Stored data entries
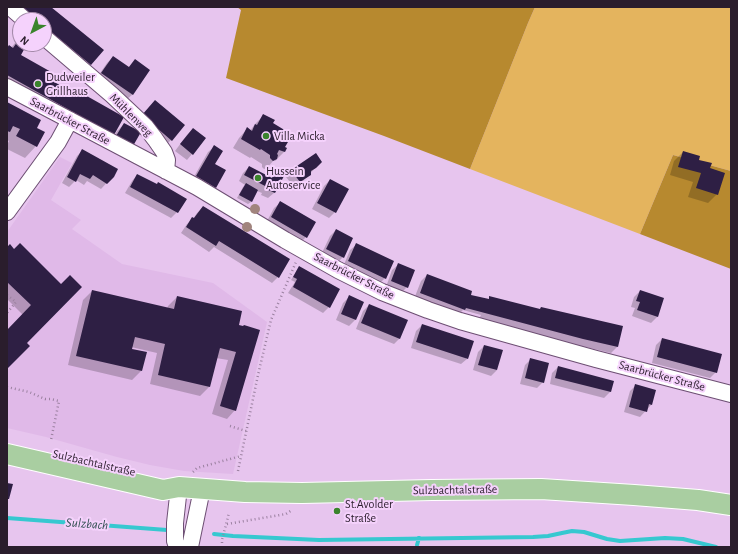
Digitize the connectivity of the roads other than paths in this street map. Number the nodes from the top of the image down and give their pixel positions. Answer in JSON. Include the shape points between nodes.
{"nodes":[{"id":1,"x":52,"y":43,"type":"edge"},
{"id":2,"x":7,"y":87,"type":"edge"},
{"id":3,"x":70,"y":120,"type":"junction"},
{"id":4,"x":166,"y":171,"type":"junction"},
{"id":5,"x":12,"y":193,"type":"edge"},
{"id":6,"x":7,"y":212,"type":"edge"},
{"id":7,"x":731,"y":394,"type":"edge"},
{"id":8,"x":7,"y":442,"type":"edge"},
{"id":9,"x":7,"y":454,"type":"edge"},
{"id":10,"x":171,"y":483,"type":"junction"},
{"id":11,"x":202,"y":489,"type":"junction"},
{"id":12,"x":731,"y":506,"type":"edge"},
{"id":13,"x":177,"y":547,"type":"edge"},
{"id":14,"x":190,"y":547,"type":"edge"}],
"edges":[{"from":1,"to":4,"type":"street","name":"Mühlenweg","via":[[145,126],[164,152],[167,160]]},
{"from":2,"to":3,"type":"street","name":"Saarbrücker Straße"},
{"from":3,"to":4,"type":"street","name":"Saarbrücker Straße"},
{"from":3,"to":5,"type":"street","via":[[58,142]]},
{"from":4,"to":7,"type":"street","name":"Saarbrücker Straße","via":[[338,270],[382,292],[460,321]]},
{"from":5,"to":6,"type":"street"},
{"from":8,"to":10,"type":"main road","name":"Sulzbachtalstraße"},
{"from":9,"to":10,"type":"main road","name":"Sulzbachtalstraße","via":[[163,490]]},
{"from":10,"to":11,"type":"main road","name":"Sulzbachtalstraße"},
{"from":10,"to":13,"type":"street"},
{"from":11,"to":12,"type":"main road","name":"Sulzbachtalstraße","via":[[302,493],[541,490],[642,495]]},
{"from":11,"to":14,"type":"street"}]}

• What this task involves: Retype the entries exactly, skipping every picture.

• Response below:
Digitize the connectivity of the roads other than paths in this street map. Number the nodes from the top of the image down and give their pixel positions. Answer in JSON. Include the shape points between nodes.
{"nodes":[{"id":1,"x":52,"y":43,"type":"edge"},
{"id":2,"x":7,"y":87,"type":"edge"},
{"id":3,"x":70,"y":120,"type":"junction"},
{"id":4,"x":166,"y":171,"type":"junction"},
{"id":5,"x":12,"y":193,"type":"edge"},
{"id":6,"x":7,"y":212,"type":"edge"},
{"id":7,"x":731,"y":394,"type":"edge"},
{"id":8,"x":7,"y":442,"type":"edge"},
{"id":9,"x":7,"y":454,"type":"edge"},
{"id":10,"x":171,"y":483,"type":"junction"},
{"id":11,"x":202,"y":489,"type":"junction"},
{"id":12,"x":731,"y":506,"type":"edge"},
{"id":13,"x":177,"y":547,"type":"edge"},
{"id":14,"x":190,"y":547,"type":"edge"}],
"edges":[{"from":1,"to":4,"type":"street","name":"Mühlenweg","via":[[145,126],[164,152],[167,160]]},
{"from":2,"to":3,"type":"street","name":"Saarbrücker Straße"},
{"from":3,"to":4,"type":"street","name":"Saarbrücker Straße"},
{"from":3,"to":5,"type":"street","via":[[58,142]]},
{"from":4,"to":7,"type":"street","name":"Saarbrücker Straße","via":[[338,270],[382,292],[460,321]]},
{"from":5,"to":6,"type":"street"},
{"from":8,"to":10,"type":"main road","name":"Sulzbachtalstraße"},
{"from":9,"to":10,"type":"main road","name":"Sulzbachtalstraße","via":[[163,490]]},
{"from":10,"to":11,"type":"main road","name":"Sulzbachtalstraße"},
{"from":10,"to":13,"type":"street"},
{"from":11,"to":12,"type":"main road","name":"Sulzbachtalstraße","via":[[302,493],[541,490],[642,495]]},
{"from":11,"to":14,"type":"street"}]}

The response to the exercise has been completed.